■ **TASK DESCRIPTION**
Among the entries, find the lines with the string "every" and report them.

Collected data entries:
——————
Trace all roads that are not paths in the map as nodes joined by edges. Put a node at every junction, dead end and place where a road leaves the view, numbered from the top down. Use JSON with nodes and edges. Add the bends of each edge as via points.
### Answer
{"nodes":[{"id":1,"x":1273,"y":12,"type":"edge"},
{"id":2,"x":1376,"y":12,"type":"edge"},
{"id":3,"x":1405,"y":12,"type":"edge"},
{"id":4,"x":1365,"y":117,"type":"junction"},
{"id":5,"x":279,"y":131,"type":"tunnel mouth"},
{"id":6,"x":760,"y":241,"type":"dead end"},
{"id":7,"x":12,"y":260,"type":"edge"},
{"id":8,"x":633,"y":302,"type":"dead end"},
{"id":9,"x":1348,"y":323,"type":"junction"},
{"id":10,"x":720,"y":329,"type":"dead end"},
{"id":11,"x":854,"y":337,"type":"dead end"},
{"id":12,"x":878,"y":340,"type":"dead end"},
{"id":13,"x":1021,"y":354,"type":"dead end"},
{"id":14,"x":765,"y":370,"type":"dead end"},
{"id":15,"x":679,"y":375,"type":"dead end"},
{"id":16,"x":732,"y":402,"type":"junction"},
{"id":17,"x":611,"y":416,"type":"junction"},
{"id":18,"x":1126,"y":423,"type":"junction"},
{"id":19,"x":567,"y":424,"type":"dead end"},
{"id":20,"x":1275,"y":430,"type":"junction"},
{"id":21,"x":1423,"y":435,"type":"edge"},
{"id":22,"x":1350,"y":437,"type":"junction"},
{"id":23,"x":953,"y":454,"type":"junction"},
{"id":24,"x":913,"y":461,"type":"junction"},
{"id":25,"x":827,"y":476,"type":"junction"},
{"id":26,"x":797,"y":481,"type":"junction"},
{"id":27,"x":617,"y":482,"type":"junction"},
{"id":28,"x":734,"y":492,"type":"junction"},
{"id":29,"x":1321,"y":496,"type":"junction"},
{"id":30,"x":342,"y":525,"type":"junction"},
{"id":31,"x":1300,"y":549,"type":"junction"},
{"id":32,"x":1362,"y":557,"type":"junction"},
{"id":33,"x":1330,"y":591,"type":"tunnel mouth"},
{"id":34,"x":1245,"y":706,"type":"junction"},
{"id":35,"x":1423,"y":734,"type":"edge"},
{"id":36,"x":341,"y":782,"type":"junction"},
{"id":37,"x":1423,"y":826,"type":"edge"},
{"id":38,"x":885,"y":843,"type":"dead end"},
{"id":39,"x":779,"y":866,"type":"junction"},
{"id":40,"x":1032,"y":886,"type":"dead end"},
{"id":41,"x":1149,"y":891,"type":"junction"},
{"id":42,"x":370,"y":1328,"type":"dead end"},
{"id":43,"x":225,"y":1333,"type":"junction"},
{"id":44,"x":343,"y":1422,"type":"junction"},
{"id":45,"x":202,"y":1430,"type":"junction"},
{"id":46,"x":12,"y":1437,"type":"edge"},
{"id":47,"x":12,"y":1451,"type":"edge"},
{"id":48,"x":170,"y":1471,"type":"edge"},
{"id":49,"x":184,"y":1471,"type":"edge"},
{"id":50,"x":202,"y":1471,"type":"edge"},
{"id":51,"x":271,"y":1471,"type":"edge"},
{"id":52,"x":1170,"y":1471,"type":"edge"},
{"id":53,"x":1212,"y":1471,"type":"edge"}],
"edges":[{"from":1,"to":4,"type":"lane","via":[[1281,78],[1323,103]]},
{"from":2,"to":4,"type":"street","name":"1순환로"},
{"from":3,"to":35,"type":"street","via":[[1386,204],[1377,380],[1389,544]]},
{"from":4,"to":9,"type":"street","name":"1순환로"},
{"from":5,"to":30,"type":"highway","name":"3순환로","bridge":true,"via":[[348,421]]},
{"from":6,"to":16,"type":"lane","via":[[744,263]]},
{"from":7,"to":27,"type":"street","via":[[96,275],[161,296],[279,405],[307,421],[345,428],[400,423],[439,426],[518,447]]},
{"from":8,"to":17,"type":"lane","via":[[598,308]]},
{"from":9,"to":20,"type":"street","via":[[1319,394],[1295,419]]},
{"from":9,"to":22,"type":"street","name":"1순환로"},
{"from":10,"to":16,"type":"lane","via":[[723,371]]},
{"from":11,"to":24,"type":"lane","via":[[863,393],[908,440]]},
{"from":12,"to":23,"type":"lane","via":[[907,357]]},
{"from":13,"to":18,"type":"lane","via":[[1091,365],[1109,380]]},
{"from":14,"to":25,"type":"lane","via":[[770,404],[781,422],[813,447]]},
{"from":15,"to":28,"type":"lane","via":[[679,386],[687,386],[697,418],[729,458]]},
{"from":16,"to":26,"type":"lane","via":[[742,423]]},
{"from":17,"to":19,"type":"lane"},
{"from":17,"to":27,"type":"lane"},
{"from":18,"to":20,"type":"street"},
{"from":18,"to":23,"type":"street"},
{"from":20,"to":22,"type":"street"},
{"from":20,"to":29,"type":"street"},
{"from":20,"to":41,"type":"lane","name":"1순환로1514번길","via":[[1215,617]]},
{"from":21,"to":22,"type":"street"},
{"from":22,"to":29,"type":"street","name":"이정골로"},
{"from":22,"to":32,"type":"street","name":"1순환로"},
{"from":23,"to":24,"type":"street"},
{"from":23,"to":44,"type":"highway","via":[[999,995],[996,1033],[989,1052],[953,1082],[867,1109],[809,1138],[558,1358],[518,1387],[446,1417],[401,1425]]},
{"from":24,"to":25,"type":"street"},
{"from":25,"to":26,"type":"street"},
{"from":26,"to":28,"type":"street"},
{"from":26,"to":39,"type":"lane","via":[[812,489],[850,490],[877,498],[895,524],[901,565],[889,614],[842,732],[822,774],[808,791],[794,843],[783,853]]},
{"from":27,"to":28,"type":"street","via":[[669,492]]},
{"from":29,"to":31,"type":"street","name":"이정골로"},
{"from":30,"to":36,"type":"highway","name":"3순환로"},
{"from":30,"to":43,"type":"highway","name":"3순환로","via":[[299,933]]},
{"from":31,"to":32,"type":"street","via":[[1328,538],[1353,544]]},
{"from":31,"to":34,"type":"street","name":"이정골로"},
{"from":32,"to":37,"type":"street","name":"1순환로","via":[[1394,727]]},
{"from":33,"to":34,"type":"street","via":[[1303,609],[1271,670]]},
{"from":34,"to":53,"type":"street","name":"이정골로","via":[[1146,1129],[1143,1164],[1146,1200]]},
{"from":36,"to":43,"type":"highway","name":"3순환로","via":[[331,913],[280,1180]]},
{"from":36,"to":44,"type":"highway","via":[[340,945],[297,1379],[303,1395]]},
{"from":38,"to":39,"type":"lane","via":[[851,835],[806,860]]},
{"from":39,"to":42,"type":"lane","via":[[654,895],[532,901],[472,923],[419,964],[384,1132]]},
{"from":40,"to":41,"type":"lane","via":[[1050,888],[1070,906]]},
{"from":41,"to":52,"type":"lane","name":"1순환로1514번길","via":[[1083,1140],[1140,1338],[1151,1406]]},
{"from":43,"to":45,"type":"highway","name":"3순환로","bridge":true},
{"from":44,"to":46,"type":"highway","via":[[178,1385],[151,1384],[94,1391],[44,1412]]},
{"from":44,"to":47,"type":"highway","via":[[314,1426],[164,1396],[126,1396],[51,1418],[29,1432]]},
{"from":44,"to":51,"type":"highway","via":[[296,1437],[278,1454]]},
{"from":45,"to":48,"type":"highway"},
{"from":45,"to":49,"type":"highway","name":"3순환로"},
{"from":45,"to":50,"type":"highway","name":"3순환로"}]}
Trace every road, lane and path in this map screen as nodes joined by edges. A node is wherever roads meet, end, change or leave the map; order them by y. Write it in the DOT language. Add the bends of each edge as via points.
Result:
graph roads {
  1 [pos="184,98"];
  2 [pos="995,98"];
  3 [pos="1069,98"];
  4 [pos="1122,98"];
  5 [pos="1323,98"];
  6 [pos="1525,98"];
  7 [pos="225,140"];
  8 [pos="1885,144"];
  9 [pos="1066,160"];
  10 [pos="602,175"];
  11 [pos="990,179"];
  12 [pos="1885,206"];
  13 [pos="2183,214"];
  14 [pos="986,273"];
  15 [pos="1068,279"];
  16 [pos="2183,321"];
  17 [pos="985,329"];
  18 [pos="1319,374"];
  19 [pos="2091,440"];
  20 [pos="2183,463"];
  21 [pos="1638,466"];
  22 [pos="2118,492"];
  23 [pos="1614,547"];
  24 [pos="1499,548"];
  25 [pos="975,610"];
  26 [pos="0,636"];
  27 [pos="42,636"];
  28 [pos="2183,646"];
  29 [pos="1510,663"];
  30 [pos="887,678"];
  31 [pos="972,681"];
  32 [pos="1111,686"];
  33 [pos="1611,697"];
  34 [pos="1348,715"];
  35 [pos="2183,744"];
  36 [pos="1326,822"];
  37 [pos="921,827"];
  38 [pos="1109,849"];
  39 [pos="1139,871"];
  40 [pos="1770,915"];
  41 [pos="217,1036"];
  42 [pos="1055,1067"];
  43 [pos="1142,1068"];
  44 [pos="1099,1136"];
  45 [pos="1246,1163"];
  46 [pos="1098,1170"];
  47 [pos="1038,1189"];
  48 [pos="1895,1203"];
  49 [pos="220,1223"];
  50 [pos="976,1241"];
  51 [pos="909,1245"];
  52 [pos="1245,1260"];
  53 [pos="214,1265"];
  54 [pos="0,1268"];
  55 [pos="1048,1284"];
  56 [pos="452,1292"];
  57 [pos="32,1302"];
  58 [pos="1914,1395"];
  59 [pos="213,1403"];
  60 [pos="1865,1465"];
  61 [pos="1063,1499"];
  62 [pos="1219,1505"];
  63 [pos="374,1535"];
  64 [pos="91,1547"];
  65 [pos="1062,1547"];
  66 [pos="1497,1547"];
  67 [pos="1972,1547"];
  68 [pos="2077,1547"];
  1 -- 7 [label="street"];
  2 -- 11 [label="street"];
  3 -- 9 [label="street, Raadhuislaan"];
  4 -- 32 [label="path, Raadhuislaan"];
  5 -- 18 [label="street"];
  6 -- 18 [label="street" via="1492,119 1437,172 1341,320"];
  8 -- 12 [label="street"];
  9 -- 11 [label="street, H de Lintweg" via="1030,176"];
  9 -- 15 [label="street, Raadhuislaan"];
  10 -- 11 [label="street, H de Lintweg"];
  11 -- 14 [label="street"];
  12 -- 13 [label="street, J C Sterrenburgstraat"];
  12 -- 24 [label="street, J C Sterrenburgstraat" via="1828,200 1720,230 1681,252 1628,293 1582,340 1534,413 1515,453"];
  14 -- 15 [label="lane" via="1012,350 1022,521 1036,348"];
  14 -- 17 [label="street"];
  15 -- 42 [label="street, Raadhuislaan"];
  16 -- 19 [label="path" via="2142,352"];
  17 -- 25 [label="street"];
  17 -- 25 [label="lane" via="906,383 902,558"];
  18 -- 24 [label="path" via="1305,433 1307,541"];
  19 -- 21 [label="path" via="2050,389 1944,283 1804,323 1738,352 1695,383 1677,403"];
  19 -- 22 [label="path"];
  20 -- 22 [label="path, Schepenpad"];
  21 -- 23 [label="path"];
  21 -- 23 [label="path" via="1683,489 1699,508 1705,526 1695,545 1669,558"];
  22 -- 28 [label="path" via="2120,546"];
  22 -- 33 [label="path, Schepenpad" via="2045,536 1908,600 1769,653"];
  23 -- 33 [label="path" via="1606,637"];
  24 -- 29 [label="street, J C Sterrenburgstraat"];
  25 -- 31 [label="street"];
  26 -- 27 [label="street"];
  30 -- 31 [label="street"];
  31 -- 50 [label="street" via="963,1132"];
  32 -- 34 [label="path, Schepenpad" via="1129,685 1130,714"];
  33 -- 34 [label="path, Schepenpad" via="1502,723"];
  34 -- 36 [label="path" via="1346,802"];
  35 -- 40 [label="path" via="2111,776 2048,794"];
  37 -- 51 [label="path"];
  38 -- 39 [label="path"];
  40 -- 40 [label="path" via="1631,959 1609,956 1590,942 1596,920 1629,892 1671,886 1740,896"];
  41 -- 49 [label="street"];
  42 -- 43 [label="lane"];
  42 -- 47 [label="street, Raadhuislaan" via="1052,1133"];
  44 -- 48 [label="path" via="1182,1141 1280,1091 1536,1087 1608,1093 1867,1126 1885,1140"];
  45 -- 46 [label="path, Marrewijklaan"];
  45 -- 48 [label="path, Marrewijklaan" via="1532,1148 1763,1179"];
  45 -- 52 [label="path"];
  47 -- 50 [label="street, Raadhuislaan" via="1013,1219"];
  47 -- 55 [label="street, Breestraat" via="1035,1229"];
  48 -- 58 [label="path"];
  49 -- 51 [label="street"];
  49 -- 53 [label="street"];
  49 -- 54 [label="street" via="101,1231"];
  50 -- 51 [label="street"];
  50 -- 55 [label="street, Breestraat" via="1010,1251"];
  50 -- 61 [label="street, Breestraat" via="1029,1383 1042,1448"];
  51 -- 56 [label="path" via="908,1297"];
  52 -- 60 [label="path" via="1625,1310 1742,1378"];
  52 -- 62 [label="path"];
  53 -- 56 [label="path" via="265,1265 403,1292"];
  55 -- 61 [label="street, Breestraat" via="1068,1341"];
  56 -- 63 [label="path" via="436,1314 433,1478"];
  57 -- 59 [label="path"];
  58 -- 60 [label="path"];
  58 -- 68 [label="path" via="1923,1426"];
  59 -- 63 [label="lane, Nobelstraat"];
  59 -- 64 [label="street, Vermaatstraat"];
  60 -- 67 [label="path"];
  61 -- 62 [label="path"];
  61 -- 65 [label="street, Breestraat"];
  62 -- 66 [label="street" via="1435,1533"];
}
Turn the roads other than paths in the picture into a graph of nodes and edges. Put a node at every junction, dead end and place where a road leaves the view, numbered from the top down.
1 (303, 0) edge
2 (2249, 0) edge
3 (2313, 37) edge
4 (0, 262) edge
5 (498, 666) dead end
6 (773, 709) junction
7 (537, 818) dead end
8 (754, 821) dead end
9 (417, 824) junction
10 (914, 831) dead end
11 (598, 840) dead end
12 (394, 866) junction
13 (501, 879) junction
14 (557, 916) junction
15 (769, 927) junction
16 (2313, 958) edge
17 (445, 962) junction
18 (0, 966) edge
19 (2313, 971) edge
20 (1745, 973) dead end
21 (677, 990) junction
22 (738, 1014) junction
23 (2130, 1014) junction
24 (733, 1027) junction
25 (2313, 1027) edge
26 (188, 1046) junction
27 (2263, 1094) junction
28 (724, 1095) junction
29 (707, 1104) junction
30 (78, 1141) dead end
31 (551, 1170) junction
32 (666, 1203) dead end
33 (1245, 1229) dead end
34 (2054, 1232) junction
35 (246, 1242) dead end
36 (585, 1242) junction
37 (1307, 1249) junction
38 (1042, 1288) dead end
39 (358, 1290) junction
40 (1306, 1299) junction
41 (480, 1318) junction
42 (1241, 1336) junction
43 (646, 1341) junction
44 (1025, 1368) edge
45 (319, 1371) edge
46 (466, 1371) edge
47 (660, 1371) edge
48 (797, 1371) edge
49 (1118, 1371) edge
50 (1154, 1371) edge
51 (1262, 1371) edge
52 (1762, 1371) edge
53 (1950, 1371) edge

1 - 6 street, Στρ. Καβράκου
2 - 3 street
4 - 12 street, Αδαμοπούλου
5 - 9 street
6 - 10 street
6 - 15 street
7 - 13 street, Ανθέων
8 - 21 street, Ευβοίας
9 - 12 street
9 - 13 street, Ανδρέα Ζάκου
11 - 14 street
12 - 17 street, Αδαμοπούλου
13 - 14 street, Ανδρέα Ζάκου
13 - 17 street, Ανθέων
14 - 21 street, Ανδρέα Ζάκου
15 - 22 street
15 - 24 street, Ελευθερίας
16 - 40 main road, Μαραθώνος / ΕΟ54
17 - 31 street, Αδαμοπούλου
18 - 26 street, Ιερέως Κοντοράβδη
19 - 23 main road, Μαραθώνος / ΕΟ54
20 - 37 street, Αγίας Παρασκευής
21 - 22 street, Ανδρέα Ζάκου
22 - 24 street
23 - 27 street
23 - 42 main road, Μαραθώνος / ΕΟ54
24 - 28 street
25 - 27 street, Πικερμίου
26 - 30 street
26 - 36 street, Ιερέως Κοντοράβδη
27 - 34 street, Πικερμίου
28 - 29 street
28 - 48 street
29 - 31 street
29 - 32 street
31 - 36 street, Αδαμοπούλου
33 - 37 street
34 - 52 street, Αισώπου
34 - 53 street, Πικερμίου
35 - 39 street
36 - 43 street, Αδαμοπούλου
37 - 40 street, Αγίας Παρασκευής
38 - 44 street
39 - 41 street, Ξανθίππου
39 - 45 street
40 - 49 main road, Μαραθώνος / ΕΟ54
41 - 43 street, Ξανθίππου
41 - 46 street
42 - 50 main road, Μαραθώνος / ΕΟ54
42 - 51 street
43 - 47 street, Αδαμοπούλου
——————
■ **ANSWER**
Trace all roads that are not paths in the map as nodes joined by edges. Put a node at every junction, dead end and place where a road leaves the view, numbered from the top down. Use JSON with nodes and edges. Add the bends of each edge as via points.
Trace every road, lane and path in this map screen as nodes joined by edges. A node is wherever roads meet, end, change or leave the map; order them by y. Write it in the DOT language. Add the bends of each edge as via points.
Turn the roads other than paths in the picture into a graph of nodes and edges. Put a node at every junction, dead end and place where a road leaves the view, numbered from the top down.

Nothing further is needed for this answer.